The second point caught my attention, and I followed up the link to an enlightening talk by author of this book "Outliers: The Story of Success ", Malcolm Gladwell, where he discussed about the concept of success in a totally different viewpoint, he say "Genius and creativity don’t necessarily spring forth unbidden, they require time and support to experiment, to try and even fail." I enjoyed the talk, and ended up ordered the book from amazon, finished it up in less than a week.

Outliers
"SB-600 on the top of the book to create a nice shadow underneath it"

Ya, this is an interesting book. It has always been a myth that why do some people succeed far more than others. Usually their story mostly focuses on intelligence and ambition. However, in this book, the author explored deep down to the story of these people, and he summarized up a logic, that are so fascinating which we tend to overlook.

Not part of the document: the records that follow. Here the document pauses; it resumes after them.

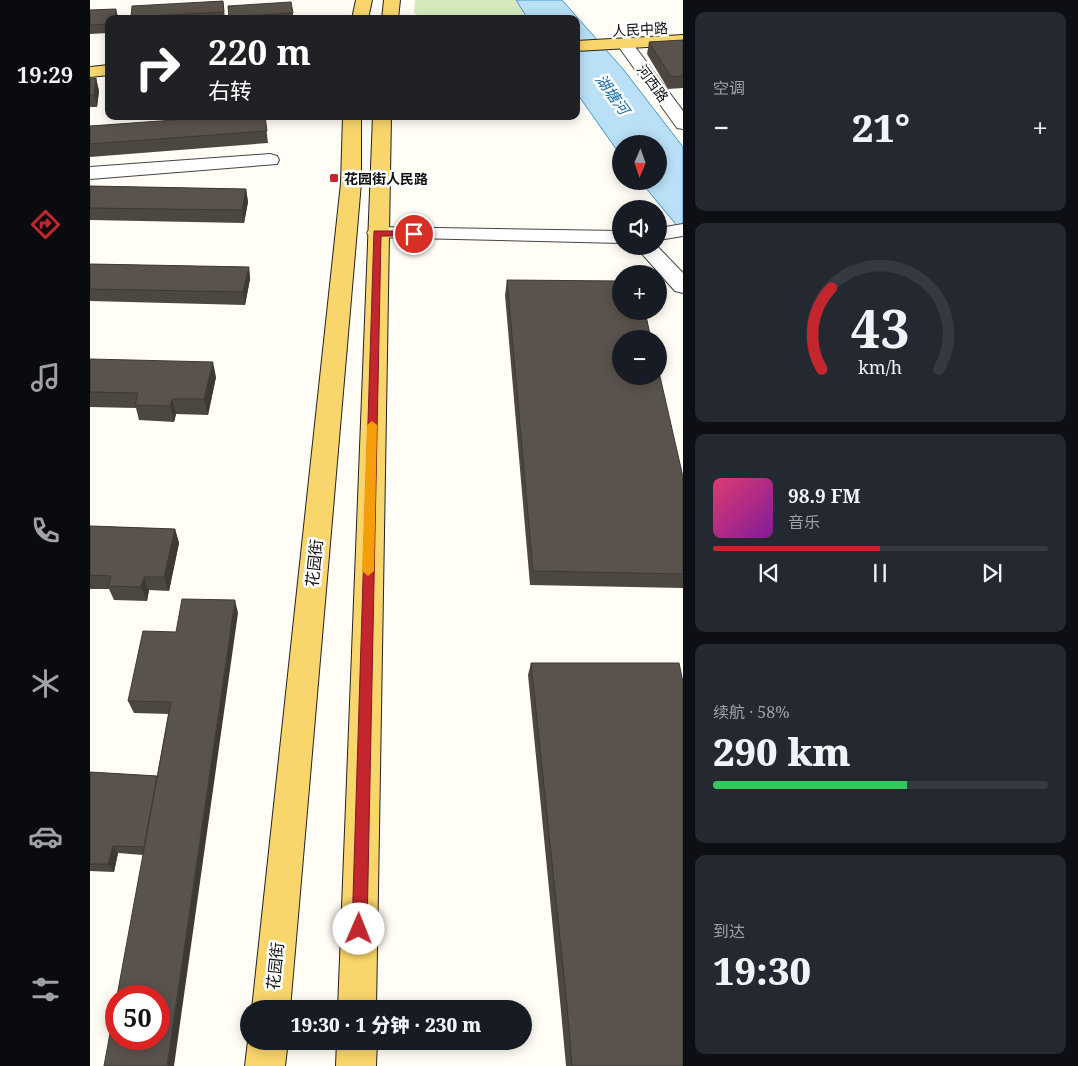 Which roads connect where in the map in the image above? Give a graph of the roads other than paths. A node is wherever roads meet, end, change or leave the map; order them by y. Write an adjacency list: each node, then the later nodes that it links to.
1 (364, 0): 3 (main road)
2 (392, 0): 4 (main road)
3 (361, 15)
4 (390, 15)
5 (683, 27): 6 (main road, 人民中路)
6 (580, 32)
7 (683, 40): 8 (main road, 人民中路)
8 (617, 43): 9 (main road, 人民中路); 16 (street, 河西路)
9 (580, 46)
10 (105, 59): 11 (main road)
11 (90, 60)
12 (105, 70): 13 (main road)
13 (90, 72)
14 (352, 120): 23 (main road, 花园街)
15 (382, 120): 19 (main road)
16 (683, 124)
17 (270, 160): 18 (street)
18 (90, 173)
19 (377, 233): 20 (street); 24 (main road)
20 (612, 237)
21 (654, 255): 22 (street)
22 (683, 286)
23 (272, 1000)
24 (358, 1000)
25 (267, 1050): 27 (main road)
26 (357, 1050): 28 (main road)
27 (265, 1066)
28 (356, 1066) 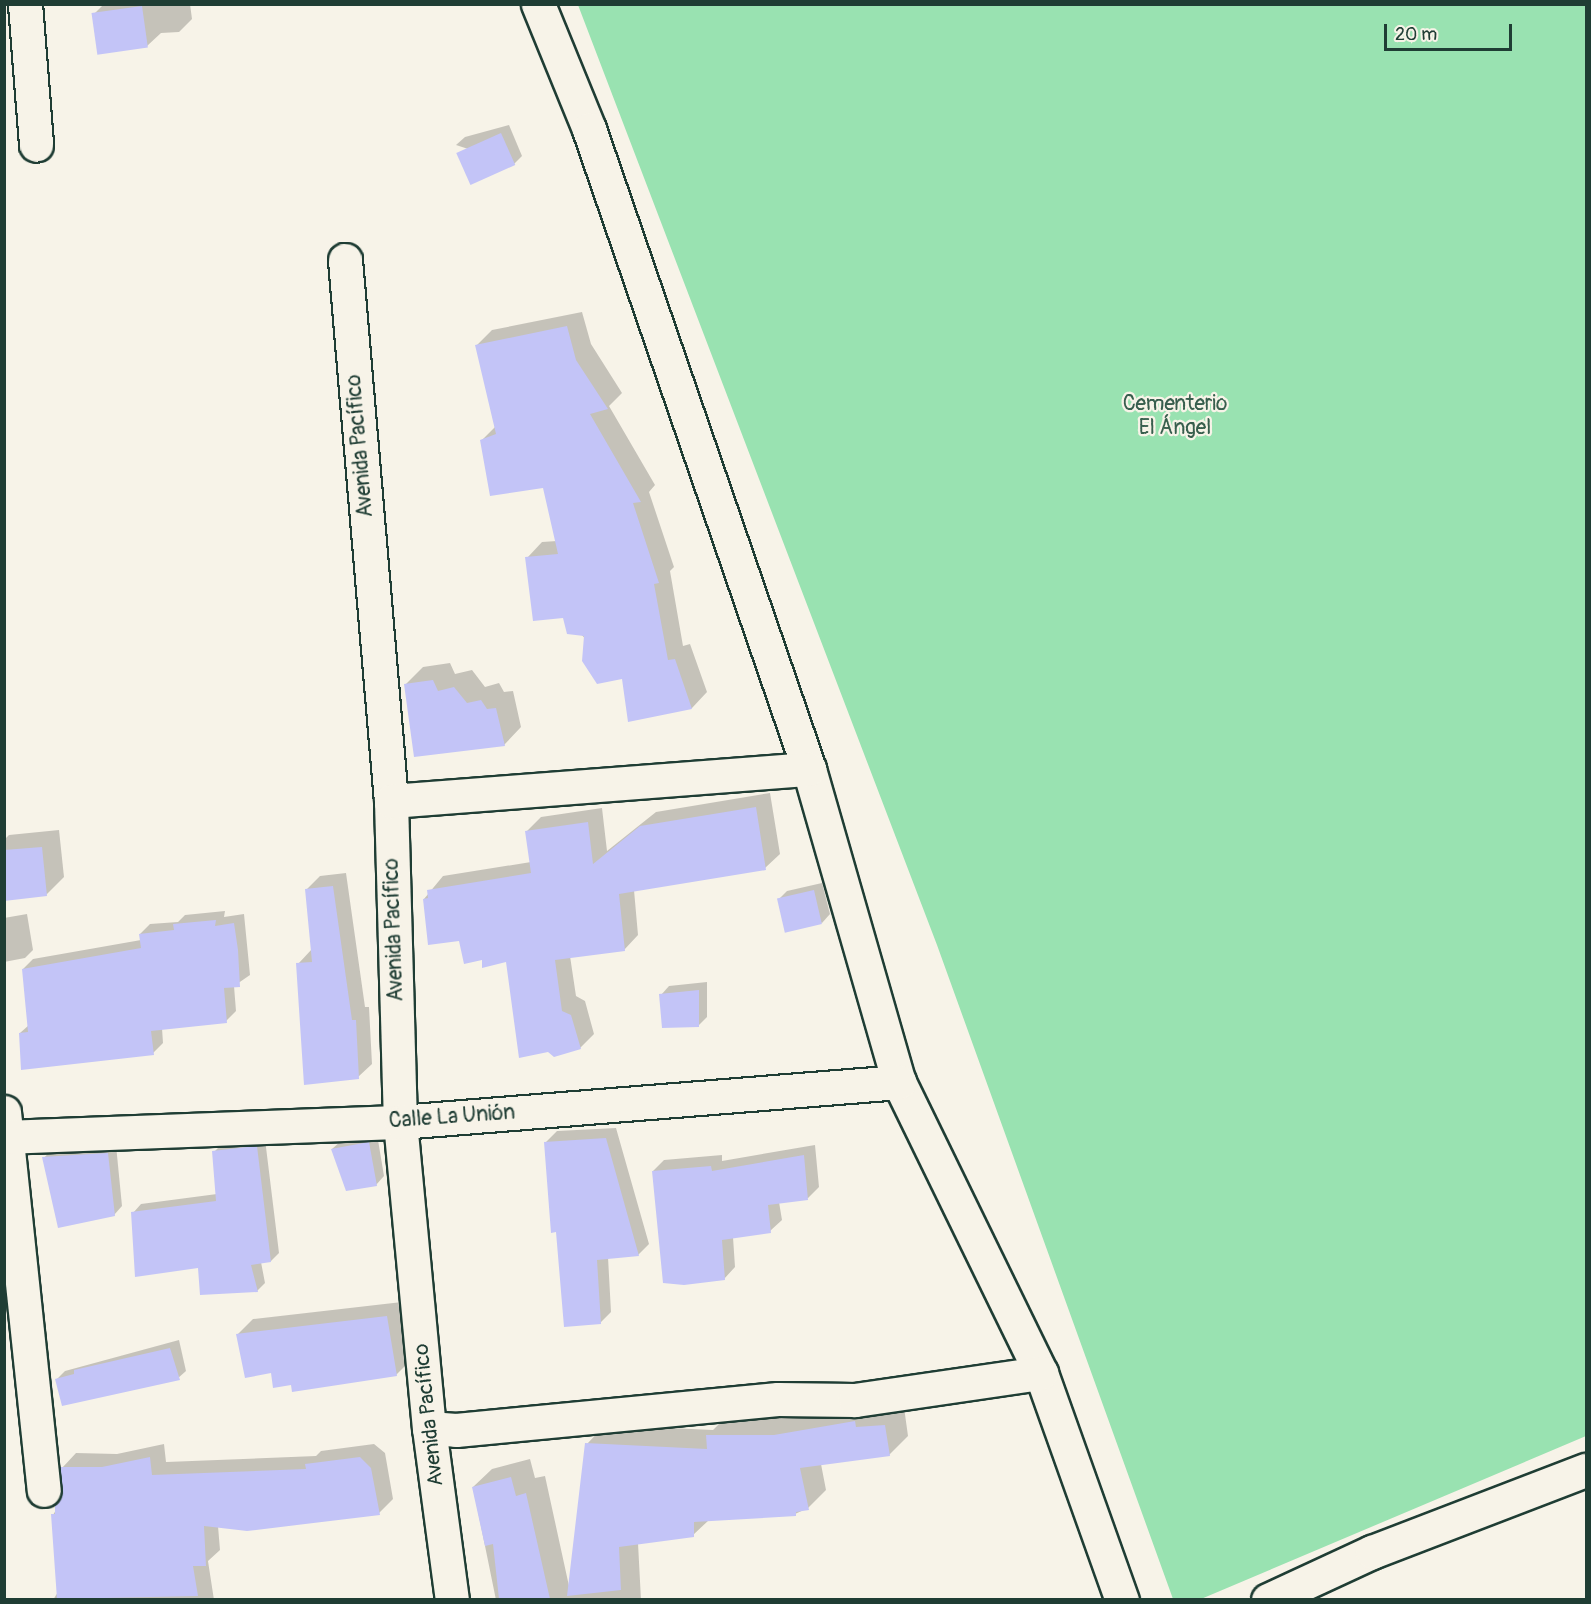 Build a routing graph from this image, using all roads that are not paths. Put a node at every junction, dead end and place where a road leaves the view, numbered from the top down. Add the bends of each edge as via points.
1 (25, 4) edge
2 (538, 4) edge
3 (36, 145) dead end
4 (345, 260) dead end
5 (809, 769) junction
6 (391, 801) junction
7 (899, 1082) junction
8 (400, 1122) junction
9 (6, 1128) edge
10 (1041, 1373) junction
11 (429, 1428) junction
12 (1587, 1470) edge
13 (44, 1490) dead end
14 (452, 1599) edge
15 (1122, 1599) edge
16 (1268, 1599) edge

1 - 3 street
2 - 5 street via 589,129
4 - 6 street, Avenida Pacífico
5 - 6 street
5 - 7 street
6 - 8 street, Avenida Pacífico
7 - 8 street, Calle La Unión
7 - 10 street
8 - 9 street, Calle La Unión
8 - 11 street, Avenida Pacífico
9 - 13 street
10 - 11 street via 855,1400 778,1399 456,1430
10 - 15 street
11 - 14 street, Avenida Pacífico
12 - 16 street via 1372,1552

We cannot denied that these successful people is smart and they are extremely lucky in their life where they were born in the right time, and following up a series of opportunities that granted their success. Nevertheless, they all have something in common that we always overlooked: the effort and time, these people dedicated to, before they were given the golden opportunity to shine. This is the basic rule for success: the Theory of 10,000 hours. We have a sense, that genius is the key player in success, but what the stories in this book remind us is actually that's not true. Success need enormous amount of time and effort.

This is the classical episode cited from the book, story of the Beatles.

"The most important episode in the history of the Beatles is what happens to them in the late '50s and early '60s when, for some totally random reason, they are just a garage band in Liverpool. They were invited to Hamburg, Germany, to be the house band for a strip club.And they play seven days a week, eight hours at a time, eight-hours sets for months on end. When they start off they are not a good band, they are a terrible band, but they are forced by virtue of having to fill eight hours every night, night after night, week after week, month after month, they are forced to master the popular-music repertoire, forced to play together compellingly as a band, forced to be inventive, forced to compose music, forced to become complete musicians. And by the time they leave Hamburg, their apprenticeship is complete and they are finally at a level where they can start to explore popular music in the genius way that they do. By the time the Beatles come to America in 1964 at the start of the British Invasion, they have played together live 1200 times. Beatles are off the charts in terms of the amount of time and energy they devote to their craft and that is a powerful and fundamental reason for why they did as well as they do."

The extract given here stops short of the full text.